In a surprise move, former presidential candidate and governor of Florida, Jeb Bush, is calling for a constitutional convention to limit Congress’ terms. Now that the GOP owns the White House, the Senate, and the House, Bush thinks this is the perfect time to make this important change. But he has a big problem.
In his Wall Street Journal op-ed, Donald Trump’s opponent said:
‘Americans, by wide majorities, agree that Washington is broken, so let’s send power back to the people and back to the states.
‘Republicans should support convening a constitutional convention to pass term limits, a balanced-budget amendment and restraints on the Commerce Clause, which has given the federal government far more regulatory power than the Founders intended.’
Bush’s argument was that the people are unhappy with how the government works or doesn’t work, depending upon where a person stands. After all, the country ended up with a radically different person for president, and Hillary Clinton won the popular vote by millions.
So this is the ideal opportunity to wipe out the deadwood in government leadership with term limits. The president already has a two-term limit. But senators run for re-election every six years, and representatives run for re-election every two years. Both groups can win their office until they die, and Bush wants to change all that. He wrote:
‘The GOP has no excuse for failure. We are in charge of both the executive and legislative branches in Washington, and we dominate in the states like never before.

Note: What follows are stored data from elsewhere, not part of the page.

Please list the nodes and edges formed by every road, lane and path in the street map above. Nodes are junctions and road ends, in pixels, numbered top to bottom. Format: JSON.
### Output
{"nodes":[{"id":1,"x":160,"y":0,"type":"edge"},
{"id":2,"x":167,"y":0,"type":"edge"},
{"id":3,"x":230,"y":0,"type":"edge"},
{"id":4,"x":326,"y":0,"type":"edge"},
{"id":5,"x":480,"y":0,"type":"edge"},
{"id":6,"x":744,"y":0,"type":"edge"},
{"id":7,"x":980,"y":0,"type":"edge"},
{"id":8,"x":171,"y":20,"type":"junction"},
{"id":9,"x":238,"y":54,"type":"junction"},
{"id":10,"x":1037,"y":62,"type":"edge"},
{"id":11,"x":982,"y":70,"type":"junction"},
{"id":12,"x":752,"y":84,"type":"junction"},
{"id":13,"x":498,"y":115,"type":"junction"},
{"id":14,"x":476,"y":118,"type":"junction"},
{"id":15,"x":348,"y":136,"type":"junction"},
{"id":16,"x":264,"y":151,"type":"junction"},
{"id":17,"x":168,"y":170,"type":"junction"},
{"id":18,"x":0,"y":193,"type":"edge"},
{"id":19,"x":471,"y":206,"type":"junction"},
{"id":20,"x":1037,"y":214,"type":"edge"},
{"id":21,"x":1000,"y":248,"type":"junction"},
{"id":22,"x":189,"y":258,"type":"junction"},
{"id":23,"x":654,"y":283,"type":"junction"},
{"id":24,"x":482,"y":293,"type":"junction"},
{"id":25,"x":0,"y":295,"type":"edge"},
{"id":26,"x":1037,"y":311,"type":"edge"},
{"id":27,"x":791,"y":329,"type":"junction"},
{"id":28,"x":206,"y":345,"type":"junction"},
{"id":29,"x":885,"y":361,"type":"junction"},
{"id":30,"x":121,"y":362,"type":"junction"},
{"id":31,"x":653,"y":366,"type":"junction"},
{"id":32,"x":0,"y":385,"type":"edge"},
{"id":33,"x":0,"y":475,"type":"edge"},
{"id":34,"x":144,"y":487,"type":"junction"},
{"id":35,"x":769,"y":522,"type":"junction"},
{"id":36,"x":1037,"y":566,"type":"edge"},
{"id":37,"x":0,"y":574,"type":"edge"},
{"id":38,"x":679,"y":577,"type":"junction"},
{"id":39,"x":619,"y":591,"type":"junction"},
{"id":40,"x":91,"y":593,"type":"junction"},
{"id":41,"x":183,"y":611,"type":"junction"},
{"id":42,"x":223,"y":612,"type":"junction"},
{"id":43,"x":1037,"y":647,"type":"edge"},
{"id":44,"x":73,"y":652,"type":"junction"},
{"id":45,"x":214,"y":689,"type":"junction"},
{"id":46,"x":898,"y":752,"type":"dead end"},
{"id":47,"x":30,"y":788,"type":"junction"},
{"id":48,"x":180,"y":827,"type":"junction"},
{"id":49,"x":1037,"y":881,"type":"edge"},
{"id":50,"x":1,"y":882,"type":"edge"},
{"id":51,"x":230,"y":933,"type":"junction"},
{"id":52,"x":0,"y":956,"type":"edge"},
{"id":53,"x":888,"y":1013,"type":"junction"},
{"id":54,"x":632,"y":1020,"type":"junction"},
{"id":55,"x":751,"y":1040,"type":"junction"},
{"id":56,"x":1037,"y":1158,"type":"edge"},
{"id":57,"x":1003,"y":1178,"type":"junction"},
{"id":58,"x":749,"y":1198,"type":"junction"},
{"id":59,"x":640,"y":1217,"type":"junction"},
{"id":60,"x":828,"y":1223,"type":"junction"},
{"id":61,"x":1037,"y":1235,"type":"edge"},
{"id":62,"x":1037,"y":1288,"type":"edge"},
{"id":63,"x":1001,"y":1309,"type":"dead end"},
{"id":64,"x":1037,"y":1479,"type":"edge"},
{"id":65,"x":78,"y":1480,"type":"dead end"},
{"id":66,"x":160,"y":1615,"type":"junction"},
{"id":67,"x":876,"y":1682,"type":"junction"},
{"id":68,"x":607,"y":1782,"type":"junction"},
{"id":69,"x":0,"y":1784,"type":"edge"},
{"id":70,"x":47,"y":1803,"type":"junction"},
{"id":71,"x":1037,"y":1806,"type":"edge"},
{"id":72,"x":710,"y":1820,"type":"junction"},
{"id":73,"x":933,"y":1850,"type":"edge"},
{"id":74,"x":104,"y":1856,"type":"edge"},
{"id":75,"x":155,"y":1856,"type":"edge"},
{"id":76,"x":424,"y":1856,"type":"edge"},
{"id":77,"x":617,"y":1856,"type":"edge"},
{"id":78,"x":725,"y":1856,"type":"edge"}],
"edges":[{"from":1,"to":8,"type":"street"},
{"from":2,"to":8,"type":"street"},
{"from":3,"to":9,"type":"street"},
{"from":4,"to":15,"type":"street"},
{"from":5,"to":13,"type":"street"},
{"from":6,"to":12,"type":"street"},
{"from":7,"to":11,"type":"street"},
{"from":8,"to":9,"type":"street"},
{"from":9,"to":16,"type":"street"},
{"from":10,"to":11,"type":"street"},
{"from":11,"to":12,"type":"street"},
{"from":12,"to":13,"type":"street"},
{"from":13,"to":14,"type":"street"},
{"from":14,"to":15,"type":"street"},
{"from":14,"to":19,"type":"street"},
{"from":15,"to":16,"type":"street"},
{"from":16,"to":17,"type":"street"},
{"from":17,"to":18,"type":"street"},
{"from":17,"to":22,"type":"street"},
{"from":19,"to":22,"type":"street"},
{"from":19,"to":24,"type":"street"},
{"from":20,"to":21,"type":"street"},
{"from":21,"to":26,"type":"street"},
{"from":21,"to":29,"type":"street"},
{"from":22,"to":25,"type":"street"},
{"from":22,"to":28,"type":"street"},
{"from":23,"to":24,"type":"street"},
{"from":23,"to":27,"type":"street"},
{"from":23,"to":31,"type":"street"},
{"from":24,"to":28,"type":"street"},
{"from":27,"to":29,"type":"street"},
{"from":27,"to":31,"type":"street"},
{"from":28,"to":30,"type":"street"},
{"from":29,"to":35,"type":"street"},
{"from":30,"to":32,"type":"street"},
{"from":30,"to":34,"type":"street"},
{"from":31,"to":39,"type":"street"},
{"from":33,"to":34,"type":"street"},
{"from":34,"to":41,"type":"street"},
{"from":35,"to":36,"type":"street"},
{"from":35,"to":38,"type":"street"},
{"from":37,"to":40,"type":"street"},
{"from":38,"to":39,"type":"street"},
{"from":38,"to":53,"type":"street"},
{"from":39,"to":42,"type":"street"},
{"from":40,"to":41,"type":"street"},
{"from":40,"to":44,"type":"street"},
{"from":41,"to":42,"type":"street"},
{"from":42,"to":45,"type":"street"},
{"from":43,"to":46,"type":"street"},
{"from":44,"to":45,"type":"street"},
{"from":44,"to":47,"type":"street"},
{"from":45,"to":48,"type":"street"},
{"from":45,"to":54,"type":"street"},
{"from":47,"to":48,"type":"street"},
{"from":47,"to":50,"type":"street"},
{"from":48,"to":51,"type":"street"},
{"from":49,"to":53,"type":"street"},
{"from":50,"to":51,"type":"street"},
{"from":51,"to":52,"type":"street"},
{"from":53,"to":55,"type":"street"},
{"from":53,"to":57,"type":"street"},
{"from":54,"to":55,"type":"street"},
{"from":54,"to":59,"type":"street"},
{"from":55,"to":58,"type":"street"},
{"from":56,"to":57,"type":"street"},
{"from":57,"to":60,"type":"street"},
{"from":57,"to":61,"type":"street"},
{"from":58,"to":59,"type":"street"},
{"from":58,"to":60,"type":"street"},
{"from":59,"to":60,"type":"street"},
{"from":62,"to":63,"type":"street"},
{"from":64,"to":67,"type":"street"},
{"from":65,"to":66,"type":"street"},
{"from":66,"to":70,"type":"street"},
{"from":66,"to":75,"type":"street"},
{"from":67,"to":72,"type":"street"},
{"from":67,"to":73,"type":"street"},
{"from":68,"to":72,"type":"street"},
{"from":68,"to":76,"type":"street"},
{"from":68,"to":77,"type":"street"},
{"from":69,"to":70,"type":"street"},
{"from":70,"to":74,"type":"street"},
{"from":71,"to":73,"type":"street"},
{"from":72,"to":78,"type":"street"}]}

‘We have the power to set the agenda, and we have the responsibility to govern, not merely on behalf of the voters who supported President-elect Trump, but for all Americans.’
There were fireworks between the former Florida governor and Trump during the presidential debates and the campaign. Even after Trump won the election, the former governor would not throw his support behind the billionaire. Jeb Bush and former presidents George H.W. Bush and George W. Bush all refused to attend the Republican National Convention (RNC) to celebrate Trump’s win.
But things are different now. Trump’s former foe, the man who ruled Florida and was supposed to be destined for the White House, wrote that he is praying for the president-elect:
‘I will continue to pray for President-elect Trump and his family. I pray he governs inclusively, with humility and with purpose. I pray that he will be led by a deep love of this nation and each of its citizens, regardless of background or ZIP Code.
‘And I want him to know that I hope for his success. I hope that he broadens the GOP, works across the aisle and governs with pragmatism and compassion. There are many who did not vote for him who agree that what matters most now is that this nation unites and moves forward together. I will work to support those goals.’
Trump won on the back of people’s frustration and disgust with the most do-nothing Congress in history. Given that, Bush hopes the GOP will pay attention to what the people said with their votes. Otherwise, a change to a Democratic Senate and House may be coming:
‘Mr. Trump proved that he was right — as I well know, since I was often in his target sights! He successfully tapped into the anger and deep distrust that voters feel toward Washington. These voters believe the American dream is increasingly out of reach. They believe our system is skewed in favor of the powerful and the connected. They believe that the politicians elected to right these wrongs.’
The biggest problem is that senators and representatives like their jobs and all the power that comes with them. They almost never just quit.